Analytical Functions in Oracle and it’s benefits
Hello Everyone,
Today we will discuss about Analytical Functions in Oracle.
Analytic functions in Oracle calculate an aggregate value based on a group of
rows and return multiple rows for each group. In other word we can say Analytical
functions are used to do analyze data over multiple rows and return the result
in the current row. Also with analytic
functions, however, you can group the data that is used to calculate the
function’s result, but show a value one each record in the result set, without
grouping as well.
Advantage of Analytical Function is as below:
Improve the Performance of Query
Analtical Functions are easier to write than sub queries and joins
to get the same result.
Easy to maintain.
Before Starting of analytical function we need to understand below two points:
OVER:
The scope of an analytical function is defined in an
OVER clause.
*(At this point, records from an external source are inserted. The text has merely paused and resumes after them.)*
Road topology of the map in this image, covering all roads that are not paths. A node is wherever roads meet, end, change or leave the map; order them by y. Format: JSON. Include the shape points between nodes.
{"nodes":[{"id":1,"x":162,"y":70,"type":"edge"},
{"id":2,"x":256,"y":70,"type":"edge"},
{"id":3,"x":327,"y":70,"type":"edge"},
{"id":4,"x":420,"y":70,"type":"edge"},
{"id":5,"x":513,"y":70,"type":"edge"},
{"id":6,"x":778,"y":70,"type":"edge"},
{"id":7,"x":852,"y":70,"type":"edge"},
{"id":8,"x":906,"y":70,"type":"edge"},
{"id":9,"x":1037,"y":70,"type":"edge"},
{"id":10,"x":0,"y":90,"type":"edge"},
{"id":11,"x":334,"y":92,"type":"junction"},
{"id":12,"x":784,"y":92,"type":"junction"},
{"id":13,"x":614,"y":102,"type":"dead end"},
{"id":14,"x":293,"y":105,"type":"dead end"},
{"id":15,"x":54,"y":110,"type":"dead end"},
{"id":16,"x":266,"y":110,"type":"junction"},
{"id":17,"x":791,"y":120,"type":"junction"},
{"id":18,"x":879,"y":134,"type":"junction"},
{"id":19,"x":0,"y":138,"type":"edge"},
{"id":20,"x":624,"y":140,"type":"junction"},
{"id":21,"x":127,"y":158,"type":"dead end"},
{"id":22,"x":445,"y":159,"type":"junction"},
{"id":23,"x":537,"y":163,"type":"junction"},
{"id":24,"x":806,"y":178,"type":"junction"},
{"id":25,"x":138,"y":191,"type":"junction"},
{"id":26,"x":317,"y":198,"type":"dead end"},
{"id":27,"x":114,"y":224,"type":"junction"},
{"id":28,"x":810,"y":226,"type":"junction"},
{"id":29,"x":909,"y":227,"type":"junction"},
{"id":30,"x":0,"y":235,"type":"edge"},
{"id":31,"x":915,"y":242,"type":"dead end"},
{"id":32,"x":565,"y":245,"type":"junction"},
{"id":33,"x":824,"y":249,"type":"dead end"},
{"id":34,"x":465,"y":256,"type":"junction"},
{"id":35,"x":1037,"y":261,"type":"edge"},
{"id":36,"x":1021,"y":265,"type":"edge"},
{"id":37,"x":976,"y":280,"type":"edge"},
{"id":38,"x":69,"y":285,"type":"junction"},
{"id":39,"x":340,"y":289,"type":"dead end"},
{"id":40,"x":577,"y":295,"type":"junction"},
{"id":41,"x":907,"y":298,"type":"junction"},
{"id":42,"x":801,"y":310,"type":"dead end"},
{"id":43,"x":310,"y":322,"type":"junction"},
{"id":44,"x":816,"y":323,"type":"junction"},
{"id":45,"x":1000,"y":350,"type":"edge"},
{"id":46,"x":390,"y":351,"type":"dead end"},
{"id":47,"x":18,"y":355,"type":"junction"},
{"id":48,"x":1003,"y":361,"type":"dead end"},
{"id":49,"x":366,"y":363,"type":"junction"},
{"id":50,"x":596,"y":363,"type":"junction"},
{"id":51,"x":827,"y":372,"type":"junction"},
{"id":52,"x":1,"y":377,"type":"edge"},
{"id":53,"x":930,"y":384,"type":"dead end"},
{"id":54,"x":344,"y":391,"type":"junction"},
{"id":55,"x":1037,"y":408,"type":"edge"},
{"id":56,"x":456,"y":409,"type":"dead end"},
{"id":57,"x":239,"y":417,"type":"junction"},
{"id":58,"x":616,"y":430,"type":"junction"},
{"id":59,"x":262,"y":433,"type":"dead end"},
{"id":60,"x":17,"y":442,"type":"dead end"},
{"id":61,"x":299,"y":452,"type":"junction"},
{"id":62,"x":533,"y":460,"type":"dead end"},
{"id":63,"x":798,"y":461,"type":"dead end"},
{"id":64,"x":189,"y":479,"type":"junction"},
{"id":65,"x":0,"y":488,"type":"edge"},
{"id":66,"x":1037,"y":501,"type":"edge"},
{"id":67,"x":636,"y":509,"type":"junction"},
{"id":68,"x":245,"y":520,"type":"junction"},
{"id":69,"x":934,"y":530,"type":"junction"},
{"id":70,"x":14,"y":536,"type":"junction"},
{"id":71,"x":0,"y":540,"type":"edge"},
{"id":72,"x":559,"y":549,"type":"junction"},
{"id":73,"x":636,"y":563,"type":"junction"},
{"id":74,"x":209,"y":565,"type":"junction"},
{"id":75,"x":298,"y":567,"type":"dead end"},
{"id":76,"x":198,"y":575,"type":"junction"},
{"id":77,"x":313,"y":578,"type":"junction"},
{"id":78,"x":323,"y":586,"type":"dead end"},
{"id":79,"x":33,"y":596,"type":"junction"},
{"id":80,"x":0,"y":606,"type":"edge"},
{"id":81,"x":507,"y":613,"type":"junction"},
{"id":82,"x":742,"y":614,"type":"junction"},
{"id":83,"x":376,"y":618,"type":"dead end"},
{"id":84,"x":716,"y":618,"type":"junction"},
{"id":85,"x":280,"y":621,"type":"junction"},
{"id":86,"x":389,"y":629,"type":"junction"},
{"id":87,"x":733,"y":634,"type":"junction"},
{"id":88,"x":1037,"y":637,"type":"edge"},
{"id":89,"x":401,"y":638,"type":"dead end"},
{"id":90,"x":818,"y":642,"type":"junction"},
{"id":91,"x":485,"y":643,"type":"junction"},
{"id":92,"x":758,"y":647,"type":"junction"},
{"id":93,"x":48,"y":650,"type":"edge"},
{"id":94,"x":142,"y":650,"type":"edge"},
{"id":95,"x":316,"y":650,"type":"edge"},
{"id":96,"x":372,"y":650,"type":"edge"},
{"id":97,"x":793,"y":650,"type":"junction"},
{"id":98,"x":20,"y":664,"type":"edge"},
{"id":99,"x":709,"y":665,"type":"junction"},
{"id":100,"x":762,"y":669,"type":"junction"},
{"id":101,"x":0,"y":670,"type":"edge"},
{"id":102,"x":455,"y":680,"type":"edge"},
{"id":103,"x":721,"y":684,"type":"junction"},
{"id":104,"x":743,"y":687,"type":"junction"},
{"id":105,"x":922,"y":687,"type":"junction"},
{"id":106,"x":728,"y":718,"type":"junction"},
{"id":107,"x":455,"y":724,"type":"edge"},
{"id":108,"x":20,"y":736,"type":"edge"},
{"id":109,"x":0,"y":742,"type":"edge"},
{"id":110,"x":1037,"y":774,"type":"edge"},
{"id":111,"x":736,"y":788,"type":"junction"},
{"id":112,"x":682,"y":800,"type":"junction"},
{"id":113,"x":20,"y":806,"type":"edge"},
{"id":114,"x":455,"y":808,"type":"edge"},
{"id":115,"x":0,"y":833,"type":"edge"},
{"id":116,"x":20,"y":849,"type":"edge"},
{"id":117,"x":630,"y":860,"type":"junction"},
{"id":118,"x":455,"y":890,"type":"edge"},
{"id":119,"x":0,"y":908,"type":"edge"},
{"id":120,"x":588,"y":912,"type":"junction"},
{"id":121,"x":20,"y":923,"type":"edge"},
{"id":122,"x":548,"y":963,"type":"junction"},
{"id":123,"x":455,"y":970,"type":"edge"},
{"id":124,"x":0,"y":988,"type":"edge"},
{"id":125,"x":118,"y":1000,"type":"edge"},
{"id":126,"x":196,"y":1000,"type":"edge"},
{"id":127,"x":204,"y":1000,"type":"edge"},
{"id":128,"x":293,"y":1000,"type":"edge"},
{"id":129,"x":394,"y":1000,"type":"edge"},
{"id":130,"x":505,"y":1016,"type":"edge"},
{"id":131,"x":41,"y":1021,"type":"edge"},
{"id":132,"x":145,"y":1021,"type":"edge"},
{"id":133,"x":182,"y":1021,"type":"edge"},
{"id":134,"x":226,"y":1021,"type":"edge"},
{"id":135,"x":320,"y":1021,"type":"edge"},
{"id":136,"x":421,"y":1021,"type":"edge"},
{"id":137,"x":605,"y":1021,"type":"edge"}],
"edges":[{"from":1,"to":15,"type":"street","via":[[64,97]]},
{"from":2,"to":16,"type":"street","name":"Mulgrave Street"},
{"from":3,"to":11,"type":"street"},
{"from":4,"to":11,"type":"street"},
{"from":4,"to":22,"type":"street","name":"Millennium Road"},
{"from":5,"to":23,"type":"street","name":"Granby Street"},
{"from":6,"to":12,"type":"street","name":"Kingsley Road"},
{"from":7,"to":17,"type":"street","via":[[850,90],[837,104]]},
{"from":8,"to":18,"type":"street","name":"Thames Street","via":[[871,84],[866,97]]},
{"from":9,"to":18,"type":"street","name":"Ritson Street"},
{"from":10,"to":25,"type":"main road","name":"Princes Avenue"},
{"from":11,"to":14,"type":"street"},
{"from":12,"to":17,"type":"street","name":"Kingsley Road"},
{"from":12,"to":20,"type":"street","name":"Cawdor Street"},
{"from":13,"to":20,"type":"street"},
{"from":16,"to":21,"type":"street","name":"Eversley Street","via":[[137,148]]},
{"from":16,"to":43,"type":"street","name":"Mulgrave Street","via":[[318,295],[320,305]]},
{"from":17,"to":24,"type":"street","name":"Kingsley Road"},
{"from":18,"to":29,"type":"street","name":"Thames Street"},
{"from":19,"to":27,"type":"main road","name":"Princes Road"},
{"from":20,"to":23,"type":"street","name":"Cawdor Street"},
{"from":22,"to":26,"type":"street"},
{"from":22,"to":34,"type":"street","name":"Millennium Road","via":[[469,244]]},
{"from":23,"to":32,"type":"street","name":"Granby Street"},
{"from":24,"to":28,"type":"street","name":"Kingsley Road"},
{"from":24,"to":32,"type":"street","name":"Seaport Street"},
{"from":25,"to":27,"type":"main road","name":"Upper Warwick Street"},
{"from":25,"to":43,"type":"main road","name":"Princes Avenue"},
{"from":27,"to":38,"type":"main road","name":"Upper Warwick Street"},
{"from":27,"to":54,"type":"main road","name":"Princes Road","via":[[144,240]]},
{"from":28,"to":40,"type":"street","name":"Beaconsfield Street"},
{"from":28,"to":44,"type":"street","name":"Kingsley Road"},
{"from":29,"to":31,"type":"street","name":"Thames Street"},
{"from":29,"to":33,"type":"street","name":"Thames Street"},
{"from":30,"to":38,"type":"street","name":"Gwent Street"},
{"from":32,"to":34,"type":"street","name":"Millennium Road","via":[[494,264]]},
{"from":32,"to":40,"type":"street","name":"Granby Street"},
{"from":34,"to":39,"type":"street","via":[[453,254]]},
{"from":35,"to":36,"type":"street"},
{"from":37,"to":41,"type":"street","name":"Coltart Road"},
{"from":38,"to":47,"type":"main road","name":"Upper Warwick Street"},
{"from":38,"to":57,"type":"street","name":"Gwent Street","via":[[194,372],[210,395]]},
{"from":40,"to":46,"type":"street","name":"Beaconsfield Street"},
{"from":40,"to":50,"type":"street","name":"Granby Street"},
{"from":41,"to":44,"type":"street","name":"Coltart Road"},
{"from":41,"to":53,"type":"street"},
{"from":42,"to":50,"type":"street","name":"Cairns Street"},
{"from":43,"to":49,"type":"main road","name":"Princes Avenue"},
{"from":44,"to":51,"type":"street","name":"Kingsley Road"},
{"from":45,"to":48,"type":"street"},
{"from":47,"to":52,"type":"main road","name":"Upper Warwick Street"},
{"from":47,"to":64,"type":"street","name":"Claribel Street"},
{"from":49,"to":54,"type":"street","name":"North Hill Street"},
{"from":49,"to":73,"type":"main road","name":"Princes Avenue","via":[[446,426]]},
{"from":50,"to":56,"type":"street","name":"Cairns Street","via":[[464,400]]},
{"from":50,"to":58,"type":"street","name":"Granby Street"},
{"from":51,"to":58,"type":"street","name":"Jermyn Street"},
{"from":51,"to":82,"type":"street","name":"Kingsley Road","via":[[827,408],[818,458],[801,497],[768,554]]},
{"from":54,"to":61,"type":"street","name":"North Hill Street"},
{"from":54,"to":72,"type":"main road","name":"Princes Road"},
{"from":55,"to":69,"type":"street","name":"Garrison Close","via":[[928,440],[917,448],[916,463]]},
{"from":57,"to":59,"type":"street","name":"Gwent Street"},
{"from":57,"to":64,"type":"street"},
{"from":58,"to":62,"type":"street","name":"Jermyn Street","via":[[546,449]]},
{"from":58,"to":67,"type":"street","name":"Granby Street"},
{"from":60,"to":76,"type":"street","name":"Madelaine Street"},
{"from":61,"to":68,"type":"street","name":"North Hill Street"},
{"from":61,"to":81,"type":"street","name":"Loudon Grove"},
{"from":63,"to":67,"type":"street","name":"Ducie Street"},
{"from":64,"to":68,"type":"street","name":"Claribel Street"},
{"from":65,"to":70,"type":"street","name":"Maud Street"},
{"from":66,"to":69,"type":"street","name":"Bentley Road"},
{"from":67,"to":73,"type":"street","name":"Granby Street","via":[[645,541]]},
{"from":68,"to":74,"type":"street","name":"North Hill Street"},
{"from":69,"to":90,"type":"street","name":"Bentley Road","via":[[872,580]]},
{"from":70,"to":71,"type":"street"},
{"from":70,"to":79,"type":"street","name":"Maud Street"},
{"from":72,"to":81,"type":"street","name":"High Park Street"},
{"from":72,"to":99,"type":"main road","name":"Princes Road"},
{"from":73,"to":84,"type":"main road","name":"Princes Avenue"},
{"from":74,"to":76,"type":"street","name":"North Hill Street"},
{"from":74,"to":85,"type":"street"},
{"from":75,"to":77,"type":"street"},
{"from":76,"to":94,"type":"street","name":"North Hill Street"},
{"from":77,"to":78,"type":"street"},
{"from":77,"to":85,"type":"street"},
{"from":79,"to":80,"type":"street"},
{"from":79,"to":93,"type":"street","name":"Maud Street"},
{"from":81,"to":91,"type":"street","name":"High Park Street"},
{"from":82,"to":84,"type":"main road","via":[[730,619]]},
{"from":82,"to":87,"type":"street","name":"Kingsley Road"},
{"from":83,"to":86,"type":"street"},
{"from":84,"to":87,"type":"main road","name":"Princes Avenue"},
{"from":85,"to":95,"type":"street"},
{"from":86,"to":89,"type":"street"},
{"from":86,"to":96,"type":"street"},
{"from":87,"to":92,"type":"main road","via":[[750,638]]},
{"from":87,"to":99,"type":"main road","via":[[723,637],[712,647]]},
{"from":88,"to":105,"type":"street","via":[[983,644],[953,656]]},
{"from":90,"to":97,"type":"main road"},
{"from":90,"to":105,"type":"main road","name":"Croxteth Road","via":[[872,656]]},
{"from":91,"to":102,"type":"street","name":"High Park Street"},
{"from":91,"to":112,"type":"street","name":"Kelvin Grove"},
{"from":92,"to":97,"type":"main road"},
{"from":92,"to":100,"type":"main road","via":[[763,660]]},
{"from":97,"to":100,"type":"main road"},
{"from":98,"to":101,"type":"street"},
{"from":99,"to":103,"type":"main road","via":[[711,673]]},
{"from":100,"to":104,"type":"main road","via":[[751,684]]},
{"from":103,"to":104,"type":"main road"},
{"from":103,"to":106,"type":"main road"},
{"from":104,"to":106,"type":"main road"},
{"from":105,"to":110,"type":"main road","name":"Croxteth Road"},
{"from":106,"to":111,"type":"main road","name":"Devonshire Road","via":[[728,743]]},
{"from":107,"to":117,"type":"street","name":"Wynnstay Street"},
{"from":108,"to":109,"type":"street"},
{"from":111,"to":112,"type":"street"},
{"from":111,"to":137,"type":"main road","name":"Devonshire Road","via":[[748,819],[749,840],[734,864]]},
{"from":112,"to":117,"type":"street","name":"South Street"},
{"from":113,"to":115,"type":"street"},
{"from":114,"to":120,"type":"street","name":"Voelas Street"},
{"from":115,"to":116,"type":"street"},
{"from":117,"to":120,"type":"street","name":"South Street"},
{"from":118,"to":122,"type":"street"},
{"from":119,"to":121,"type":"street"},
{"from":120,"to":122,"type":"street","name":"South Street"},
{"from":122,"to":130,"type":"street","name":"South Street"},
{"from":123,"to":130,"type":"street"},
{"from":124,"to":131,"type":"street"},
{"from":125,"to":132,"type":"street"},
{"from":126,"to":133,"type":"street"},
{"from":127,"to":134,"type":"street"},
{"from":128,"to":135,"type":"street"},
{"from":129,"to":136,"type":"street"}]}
OVER is mandatory for all analytical functions. If you do not give
any arguments after OVER, it will assume the scope as ALL.
PARTITION BY:
We know aggregate functions use GROUP BY to group rows
whereas analytical functions use PARTITION BY clause .
Oracle had around 26 analytical functions , but commonly used Analytical Functions are as below:
ROW_NUMBER
RANK
DENSE_RANK
LEAD AND LAG
FIRST_VALUE AND LAST_VALUE
WINDOW CLAUSE
Let’s start with ROW_NUMBER analytical Function in
Oracle :
ROW_NUMBER()
is an analytic function in Oracle that assigns a sequential unique integer to
each row to which it is applied, either each row in the partition or each row
in the result set. ROW_NUMBER gives a running serial number to a set of
records. ORDER BY clause plays a crucial role in Analytical Function.
Syntax for ROW_number :
ROW_NUMBER() OVER (
[query_partition_clause]
order_by_clause
)
Here order_by_clause is required. It specifies the
order of rows in each partition or in the whole result set.
Note : Here Query_partition_clause
is optional. It distributes the rows into partitions to which the function is
applied. If you omit the query_partition_clause, the function will treat the
whole result set as a single partition.
Below is the simple example where i can see the row_number for each department by using partition clause.
SELECT
ename,
hiredate,
deptno,
row_number() over (partition by deptno order by
hiredate) r1
FROM
Emp;
Output of above query is as below:
Another Simple example of ROW_NUMBER Analytical
Function by using sub query is as below:
select
ename, deptno,hiredate
from
(
SELECT
ename,
hiredate,
deptno,
row_number() over (partition by deptno order by
hiredate) r1
FROM emp
) where r1=5;
Here we are getting the records for row number 5 for
each department. Below is the output of above query.
RANK : RANK analytical function also
gives a serial number to a set of rows ordered in a specific way like the
ROW_NUMBER. The RANK() function is an analytic function that calculates the
rank of a value in a set of values. The RANK() function returns the same rank
for the rows with the same values. It adds the number of gap to the next rank.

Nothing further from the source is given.